Testing this query locally I can see that we are counting the number of children dataset of collection sources correctly but we are not counting non-collection datasets at all.
There are two harvest sources here one is not a collection and the other is a collection.
The non collection harvest source does not get counted by this query because the datasets don't have a collection package id.
The collection harvest source does get counted - but only the children because only the children have a collection_package_id
Is the purpose of this query to count all datasets including non collection datasets? If so we need to update this to fetch this number in a different way than using the collection_package_id - but I think the main discrepancy in the numbers is just that there are a lot older collection datasets that are no longer harvesting. The new amount this query returns is 95k
@thejuliekramer this query should show you all the collections and their counts.
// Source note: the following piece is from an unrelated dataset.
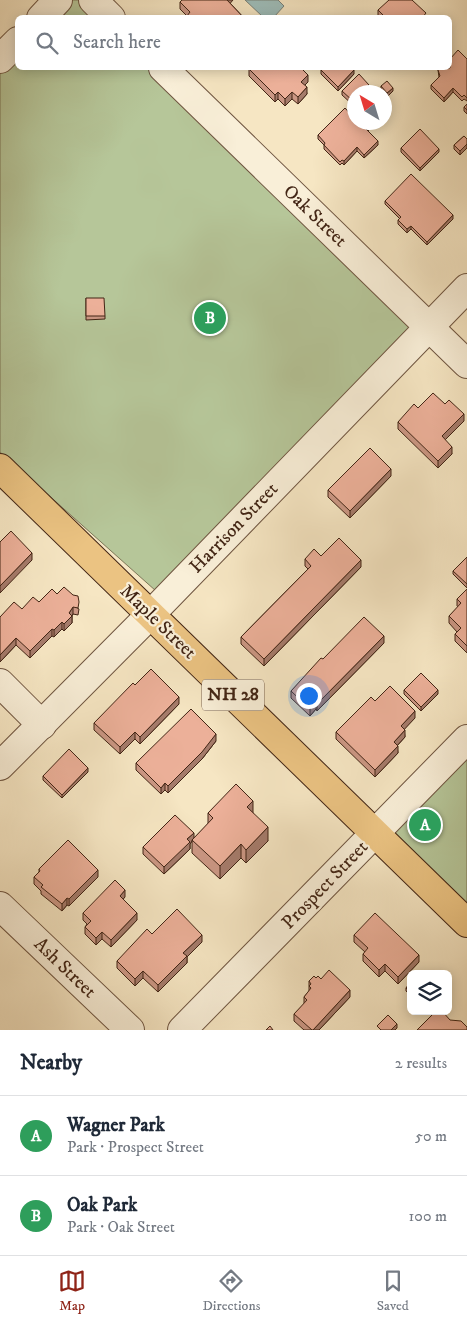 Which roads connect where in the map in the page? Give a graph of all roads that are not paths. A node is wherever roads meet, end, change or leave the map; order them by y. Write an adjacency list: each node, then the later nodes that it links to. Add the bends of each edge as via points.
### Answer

$ curl 'https://catalog.data.gov/api/action/package_search?fq=collection_package_id:*&facet.field=\["collection_package_id"\]&facet.limit=-1&facet.mincount=2&rows=0'
I could not get the facet.sort
parameter to work 🤷
This dataset has almost 2 million children - I am trying to see if we can harvest the harvest source this is from but I am having trouble accessing it
dataset: https://catalog.data.gov/dataset?collection_package_id=a3be5059-5495-4f95-9a14-b03deb9eade0
harvest source: https://catalog.data.gov/harvest/79036357-a26a-4bd9-892b-f2ae110322c3
Here is the list of datasets with the biggest collection - id is the parent dataset id list biggest collections.txt
Other big collections
Collection | Children WEB | Children DB | Harvest Source |
---|---|---|---|
Lidar Point Cloud - USGS National Map 3DEP Downloadable Data Collection | 1,139,371 | 1,126,190 | USGS Lidar Point Cloud LAS Harvest Source |
USGS public distribution of FSA 10:1 NAIP Imagery Downloadable Data Collection from The National Map | 218,702 | 368,310 | FSA 10:1 NAIP Imagery Collection |
PKG ID 949b7c71-6913-45f1-85b9-2a4a3dd6e2bc (maybe deleted or not published) | ? | 352,778 | |
USGS Historical Topographic Map Collection | 84 | 341,816 | USGS Historical Topographic Maps |
I can't get to the harvest source links in catalog to get the URL's and I also don't see them in the spreadsheet we've been using to track progress. @hkdctol are you able to reach out to get update harvest source urls for these big ones?
@adborden I think this ticket is done for now we are counting the number correctly we just no longer have access to these big sources. If we get new harvest source info we can add them to catalog next
Added the information here to this issue so we don't lose track https://github.com/GSA/datagov-ckan-multi/issues/510
@thejuliekramer the Original Product Resolution one is confirmed by USGS. Tracking down the details on the others.
Harvest source name - usgs-ned-original-product-resolution-opr-downloadable-data-collection
@hkdctol I don't see the original product resolution one in this spreadsheet - did they confirm it via email?
I updated the main Harvest Source Progress sheet with these large harvest sources that are causing the discrepancy - they have not been imported yet because I am getting a timeout from catalog when trying to import that harvest source - we will manually add these harvest sources when we are able to log in to production catalog-next
catalog-classic shows ~4M
catalog-next shows 27K
How to reproduce
Expected behavior
Shows all datasets, including collection members.
Actual behavior
Showing only 27k datasets.